Your job is to copy the lines from the material that include "Balassagyarmati".

● ● ● ● ●

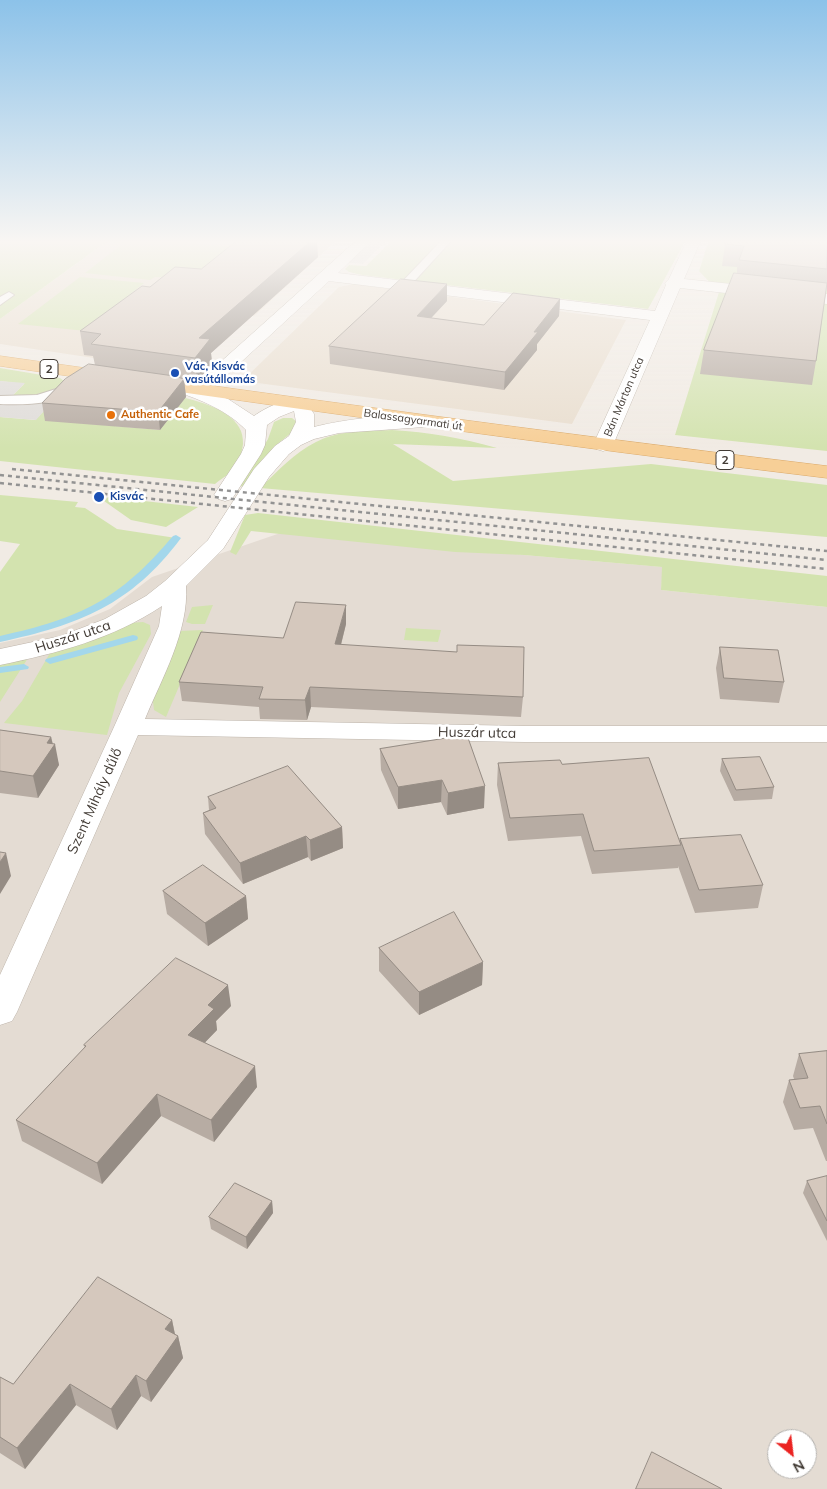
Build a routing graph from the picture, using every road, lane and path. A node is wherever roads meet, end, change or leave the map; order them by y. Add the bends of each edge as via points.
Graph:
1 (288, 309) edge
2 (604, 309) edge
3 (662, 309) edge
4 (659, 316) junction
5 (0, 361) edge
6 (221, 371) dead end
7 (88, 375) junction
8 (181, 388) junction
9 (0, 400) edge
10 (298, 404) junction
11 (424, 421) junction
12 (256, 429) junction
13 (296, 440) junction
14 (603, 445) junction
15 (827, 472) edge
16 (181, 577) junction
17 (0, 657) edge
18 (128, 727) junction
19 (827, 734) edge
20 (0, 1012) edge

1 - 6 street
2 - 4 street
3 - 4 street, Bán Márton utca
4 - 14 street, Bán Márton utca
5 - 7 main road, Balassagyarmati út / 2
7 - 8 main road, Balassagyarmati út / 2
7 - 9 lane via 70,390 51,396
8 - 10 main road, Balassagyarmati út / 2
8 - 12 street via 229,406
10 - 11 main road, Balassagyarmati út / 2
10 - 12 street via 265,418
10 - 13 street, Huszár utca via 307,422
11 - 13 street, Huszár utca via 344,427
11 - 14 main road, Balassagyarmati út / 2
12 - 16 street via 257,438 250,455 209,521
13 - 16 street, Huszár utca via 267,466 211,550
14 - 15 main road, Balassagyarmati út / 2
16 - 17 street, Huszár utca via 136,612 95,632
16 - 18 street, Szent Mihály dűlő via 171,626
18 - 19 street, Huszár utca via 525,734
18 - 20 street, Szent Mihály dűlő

● ● ● ● ●

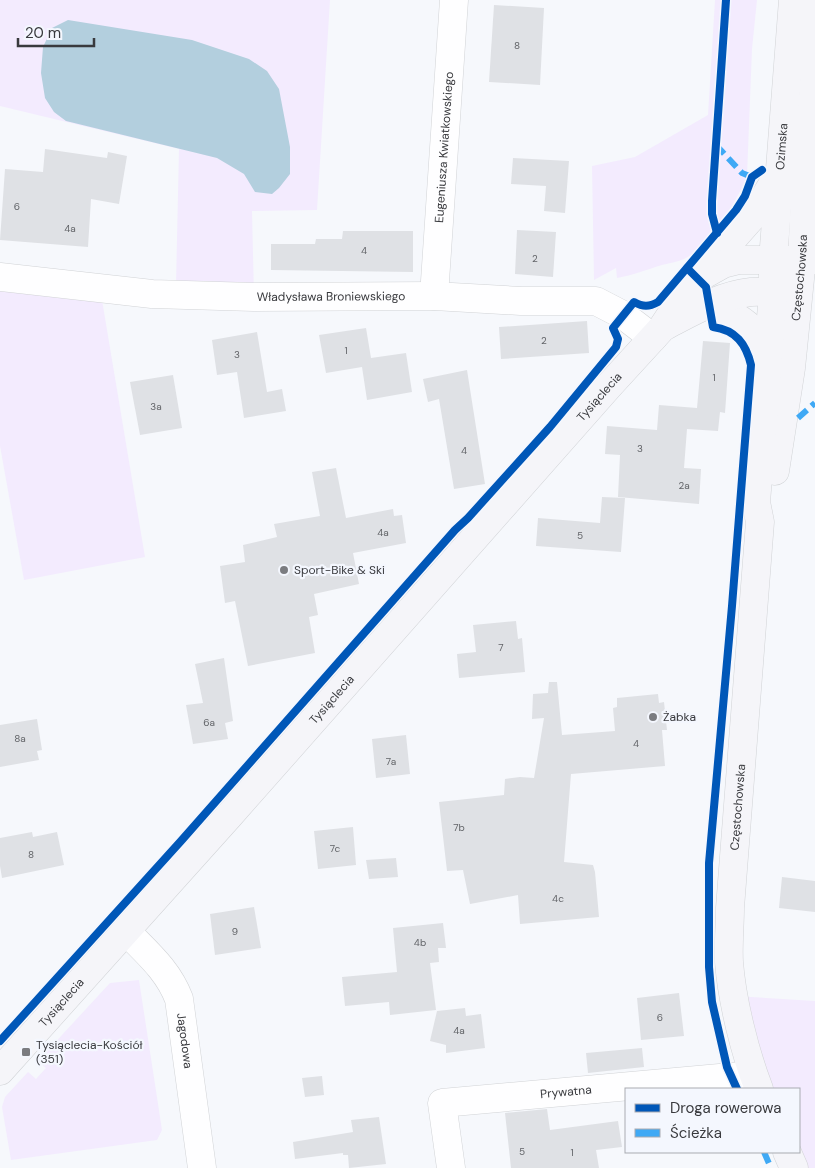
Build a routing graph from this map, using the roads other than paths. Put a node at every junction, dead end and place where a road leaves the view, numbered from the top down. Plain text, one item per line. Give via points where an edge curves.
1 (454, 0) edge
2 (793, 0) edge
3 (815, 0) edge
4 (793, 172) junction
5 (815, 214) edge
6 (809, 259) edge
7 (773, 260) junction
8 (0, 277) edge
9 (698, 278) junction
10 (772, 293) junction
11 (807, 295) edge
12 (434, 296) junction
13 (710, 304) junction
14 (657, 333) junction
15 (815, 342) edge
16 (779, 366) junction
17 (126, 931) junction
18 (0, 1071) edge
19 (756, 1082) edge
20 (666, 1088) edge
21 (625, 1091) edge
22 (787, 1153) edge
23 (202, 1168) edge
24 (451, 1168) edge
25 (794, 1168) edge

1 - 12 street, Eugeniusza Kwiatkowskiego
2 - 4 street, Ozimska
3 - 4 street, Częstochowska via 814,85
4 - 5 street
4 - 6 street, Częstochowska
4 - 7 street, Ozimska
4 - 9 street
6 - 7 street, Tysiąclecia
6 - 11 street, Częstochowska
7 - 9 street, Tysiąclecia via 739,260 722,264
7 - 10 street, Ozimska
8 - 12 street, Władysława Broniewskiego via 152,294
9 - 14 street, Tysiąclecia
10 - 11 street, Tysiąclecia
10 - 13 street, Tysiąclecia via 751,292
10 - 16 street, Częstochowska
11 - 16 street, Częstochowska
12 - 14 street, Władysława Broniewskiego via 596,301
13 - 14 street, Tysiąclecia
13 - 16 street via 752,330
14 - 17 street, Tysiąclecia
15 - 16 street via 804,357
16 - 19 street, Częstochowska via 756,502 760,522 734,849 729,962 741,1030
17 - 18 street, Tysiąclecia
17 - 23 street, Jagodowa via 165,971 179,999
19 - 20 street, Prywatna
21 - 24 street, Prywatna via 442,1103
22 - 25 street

● ● ● ● ●

§ Your solution:
5 - 7 main road, Balassagyarmati út / 2
7 - 8 main road, Balassagyarmati út / 2
8 - 10 main road, Balassagyarmati út / 2
10 - 11 main road, Balassagyarmati út / 2
11 - 14 main road, Balassagyarmati út / 2
14 - 15 main road, Balassagyarmati út / 2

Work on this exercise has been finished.